Anyone who is familiar with the coast-line of East Anglia can easily picture the scene presented in the old days when the burning of a flare, the soaring of a rocket, or the booming of a gun, announced to the beach companies' watchers that a ship had struck on a shoal. In a moment loud cries would arouse the sleepers in the beach- men's cottages; lights would gleam from the windows, doors would be flung open, and men, putting on pilot-coats and oilskins as they ran, would hasten down to the shore. Within a hundred yards of each other the members of rival companies would strive with might and main to get their yawls afloat, and when the swift-sailing boats were beyond the shore surf, a strenuously contested race would ensue. The first man to lay hand on the endangered vessel would probably win for his crew and company the prize, the masters of ships, when in need of help, generally engaging the services of the first arrivals. If possible, anchors would be laid out and the ship got off the shoal, and when she was brought into port her owners would have to settle a heavy salvage claim; but should she be hard aground or breaking up, the crew would be landed and the beachmen would do their best to save the cargo. Every member of a beach company who so much as laid a hand on a yawl as it left the beach was entitled to a share of the profits of a voyage.

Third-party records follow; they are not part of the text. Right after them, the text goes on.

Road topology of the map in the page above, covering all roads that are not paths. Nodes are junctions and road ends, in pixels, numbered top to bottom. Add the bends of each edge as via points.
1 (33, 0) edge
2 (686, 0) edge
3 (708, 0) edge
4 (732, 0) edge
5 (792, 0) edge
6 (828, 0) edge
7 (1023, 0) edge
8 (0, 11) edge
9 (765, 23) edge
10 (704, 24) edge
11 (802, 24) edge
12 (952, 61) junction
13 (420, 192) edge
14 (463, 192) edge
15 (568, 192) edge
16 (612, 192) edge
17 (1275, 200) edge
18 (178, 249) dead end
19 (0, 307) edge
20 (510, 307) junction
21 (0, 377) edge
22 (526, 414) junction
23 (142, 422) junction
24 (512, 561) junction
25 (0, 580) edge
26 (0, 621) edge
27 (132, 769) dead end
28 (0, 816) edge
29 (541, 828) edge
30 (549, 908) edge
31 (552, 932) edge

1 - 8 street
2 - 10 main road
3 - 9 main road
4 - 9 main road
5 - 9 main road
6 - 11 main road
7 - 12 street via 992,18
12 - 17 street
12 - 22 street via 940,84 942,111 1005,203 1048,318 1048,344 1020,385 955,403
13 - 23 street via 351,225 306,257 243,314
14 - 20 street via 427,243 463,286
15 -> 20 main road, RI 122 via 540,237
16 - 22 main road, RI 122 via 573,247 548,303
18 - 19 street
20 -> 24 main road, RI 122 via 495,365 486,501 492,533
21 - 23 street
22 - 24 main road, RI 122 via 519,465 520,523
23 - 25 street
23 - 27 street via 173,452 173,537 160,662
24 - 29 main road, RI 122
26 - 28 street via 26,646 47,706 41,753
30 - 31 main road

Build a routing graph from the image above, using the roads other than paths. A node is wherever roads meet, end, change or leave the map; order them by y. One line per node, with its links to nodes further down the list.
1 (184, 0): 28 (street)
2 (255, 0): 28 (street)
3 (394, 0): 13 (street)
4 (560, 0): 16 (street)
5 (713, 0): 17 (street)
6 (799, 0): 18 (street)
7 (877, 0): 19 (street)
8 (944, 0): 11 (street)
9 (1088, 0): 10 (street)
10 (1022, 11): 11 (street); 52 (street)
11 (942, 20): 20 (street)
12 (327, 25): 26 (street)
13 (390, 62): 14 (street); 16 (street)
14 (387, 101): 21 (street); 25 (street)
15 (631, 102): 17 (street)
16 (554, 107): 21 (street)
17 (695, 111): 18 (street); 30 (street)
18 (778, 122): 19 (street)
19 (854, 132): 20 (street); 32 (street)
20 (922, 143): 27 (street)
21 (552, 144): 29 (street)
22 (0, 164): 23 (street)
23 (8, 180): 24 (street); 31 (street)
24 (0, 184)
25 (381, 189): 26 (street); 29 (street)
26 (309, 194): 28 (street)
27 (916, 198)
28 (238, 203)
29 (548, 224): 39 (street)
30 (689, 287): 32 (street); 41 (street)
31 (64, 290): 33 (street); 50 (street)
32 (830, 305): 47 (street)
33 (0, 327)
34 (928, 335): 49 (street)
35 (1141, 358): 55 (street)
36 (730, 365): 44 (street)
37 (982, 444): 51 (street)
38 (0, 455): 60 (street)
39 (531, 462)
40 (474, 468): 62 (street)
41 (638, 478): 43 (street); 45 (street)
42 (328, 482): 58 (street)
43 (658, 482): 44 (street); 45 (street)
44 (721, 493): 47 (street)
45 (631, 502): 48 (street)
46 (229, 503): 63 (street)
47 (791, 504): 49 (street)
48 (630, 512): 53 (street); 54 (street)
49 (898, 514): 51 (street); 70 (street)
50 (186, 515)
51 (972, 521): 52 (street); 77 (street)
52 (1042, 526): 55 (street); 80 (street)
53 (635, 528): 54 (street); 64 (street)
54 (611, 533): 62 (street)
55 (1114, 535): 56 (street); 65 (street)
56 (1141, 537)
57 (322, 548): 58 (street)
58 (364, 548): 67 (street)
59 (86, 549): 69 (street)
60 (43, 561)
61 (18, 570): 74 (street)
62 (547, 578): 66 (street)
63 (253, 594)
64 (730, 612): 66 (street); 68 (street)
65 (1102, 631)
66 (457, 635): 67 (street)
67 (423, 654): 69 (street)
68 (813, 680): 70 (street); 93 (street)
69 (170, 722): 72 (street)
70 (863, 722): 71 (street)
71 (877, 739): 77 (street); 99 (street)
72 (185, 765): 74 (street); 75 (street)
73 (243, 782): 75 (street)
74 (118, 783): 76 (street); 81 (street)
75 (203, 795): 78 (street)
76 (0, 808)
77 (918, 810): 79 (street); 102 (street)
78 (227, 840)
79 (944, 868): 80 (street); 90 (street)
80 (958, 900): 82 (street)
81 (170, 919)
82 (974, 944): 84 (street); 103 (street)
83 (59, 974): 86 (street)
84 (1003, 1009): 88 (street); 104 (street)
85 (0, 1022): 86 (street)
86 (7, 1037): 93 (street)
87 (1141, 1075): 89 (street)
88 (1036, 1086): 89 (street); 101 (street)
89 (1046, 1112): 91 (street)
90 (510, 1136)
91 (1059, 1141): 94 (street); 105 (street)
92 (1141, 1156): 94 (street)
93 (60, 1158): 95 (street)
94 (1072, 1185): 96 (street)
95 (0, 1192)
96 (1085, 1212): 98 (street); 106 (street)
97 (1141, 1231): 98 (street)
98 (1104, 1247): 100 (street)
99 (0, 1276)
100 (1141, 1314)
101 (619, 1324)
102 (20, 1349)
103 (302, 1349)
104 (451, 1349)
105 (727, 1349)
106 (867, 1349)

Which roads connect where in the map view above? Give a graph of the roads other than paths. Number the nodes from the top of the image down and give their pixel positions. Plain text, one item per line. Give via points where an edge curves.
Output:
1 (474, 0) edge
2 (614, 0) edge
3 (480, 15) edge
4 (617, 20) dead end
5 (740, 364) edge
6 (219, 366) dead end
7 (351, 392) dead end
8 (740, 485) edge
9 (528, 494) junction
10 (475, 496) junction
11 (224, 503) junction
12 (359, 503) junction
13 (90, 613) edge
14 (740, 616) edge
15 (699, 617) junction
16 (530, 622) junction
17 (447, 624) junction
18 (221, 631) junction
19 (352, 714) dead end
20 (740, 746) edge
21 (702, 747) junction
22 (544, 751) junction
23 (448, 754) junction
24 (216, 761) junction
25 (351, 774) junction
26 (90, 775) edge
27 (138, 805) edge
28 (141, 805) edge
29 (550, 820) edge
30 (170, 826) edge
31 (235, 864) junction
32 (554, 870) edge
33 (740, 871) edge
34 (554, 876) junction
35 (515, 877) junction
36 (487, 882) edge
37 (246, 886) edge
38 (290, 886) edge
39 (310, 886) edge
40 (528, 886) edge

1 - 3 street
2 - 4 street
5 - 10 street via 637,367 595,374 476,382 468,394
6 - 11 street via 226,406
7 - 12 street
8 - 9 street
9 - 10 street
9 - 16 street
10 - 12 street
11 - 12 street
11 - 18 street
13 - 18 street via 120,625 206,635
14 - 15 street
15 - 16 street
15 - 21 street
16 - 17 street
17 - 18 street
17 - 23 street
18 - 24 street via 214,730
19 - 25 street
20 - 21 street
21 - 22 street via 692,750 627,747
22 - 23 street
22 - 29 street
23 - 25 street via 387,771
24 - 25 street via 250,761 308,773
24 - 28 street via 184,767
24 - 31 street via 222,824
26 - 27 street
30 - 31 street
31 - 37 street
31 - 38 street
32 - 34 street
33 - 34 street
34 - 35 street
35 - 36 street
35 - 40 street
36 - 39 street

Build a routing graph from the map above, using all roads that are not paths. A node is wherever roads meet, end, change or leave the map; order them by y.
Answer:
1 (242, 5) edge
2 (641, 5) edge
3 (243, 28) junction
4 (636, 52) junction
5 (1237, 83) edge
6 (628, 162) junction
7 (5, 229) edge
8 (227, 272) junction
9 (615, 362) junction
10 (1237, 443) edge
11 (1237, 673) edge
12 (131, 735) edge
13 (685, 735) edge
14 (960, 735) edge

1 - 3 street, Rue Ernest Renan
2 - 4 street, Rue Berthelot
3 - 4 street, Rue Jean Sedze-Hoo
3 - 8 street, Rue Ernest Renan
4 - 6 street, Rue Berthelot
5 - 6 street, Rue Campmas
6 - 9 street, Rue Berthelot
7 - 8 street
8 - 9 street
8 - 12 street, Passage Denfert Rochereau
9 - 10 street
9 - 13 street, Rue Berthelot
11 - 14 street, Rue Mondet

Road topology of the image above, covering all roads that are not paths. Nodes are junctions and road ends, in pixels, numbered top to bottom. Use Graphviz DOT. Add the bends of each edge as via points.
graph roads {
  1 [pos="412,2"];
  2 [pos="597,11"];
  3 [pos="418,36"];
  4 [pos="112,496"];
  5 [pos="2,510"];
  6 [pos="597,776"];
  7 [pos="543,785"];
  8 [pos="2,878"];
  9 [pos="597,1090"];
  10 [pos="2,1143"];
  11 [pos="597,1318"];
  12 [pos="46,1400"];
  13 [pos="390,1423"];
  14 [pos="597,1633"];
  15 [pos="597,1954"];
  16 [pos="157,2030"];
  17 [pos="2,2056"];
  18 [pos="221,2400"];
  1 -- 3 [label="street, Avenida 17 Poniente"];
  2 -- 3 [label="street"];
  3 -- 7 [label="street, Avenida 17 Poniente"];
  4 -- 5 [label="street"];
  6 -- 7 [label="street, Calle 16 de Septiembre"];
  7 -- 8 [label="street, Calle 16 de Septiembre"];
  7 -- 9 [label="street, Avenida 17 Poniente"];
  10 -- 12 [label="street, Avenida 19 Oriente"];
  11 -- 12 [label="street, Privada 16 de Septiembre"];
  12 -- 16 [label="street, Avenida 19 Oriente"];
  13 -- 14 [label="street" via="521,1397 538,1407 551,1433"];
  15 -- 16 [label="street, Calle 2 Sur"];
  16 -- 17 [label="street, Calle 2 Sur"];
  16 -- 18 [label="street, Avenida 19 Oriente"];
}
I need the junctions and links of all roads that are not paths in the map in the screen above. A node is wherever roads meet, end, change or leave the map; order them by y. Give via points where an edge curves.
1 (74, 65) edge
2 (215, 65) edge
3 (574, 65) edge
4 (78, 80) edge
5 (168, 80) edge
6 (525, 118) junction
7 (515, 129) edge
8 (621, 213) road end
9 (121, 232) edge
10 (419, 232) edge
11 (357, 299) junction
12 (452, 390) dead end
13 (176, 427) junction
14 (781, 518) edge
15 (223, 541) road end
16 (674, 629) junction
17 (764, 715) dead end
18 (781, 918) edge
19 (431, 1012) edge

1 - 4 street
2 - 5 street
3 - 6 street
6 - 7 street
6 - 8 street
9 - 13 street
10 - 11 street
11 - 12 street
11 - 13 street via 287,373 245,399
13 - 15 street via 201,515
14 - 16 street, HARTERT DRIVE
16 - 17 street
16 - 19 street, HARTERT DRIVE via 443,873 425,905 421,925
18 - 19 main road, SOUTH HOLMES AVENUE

Forty years ago there were seven beach companies at Yarmouth, the Holkham, Standard, Young, Diamond, Roberts', Star, and Denny's companies. At the neighbouring port of Lowestoft there were several similar institutions, and three of them, the Old, Young, and North Roads Companies, exist to-day. Writing in 1866, Mr J. G. Nail, author of " Chapters on the East Anglian Coast," says: " Of late years the competition of the steam- tugs has greatly interfered with the gains of the beachmen. They sally out of the haven and intercept the beachmen's prizes, and also render ships' masters more independent of their aid. The beachmen complain bitterly that when a valuable cargo is the prize, the steamers get before them; but in cases of wreck, and where human lives only are at stake, they are suffered to risk theirs in the rescue unopposed." If this could be written five-and-thirty years ago, it is little wonder that the beachman's calling is now scarcely worth following.

Owing to the network of sandbanks lying off Yarmouth, the coast has always had a bad reputation among seamen. Many lamentable disasters have occurred here, and almost every winter adds to their number. Over 1000 seamen are computed to have lost their lives here in 1692, when, out of 200 coasters which anchored in the roads, 140 were wrecked by a terrible storm. Nearly a hundred years later, thirty ships and 200 men were lost; and in 1801 H.M.S. Invincible, after striking on Hammond's Knowl, went down with her captain and 400 men. Six years later the gun- brig Snipe ran ashore at the harbour mouth, sixty-seven sailors perishing within a few yards of the shore. Good came, however, of this disaster. It set the inventive barrack- master, Captain G. Manby, to work upon the construction of an apparatus by means of which people on the shore might communicate with and rescue those on a stranded ship. His invention was brought before Parliament in 1814, and two years later there were about sixty stations of his life-saving apparatus along the coast. Captain Manby died in Yarmouth in 1854 - not before he had the satisfaction of knowing that his invention had been the saving of over a thousand lives.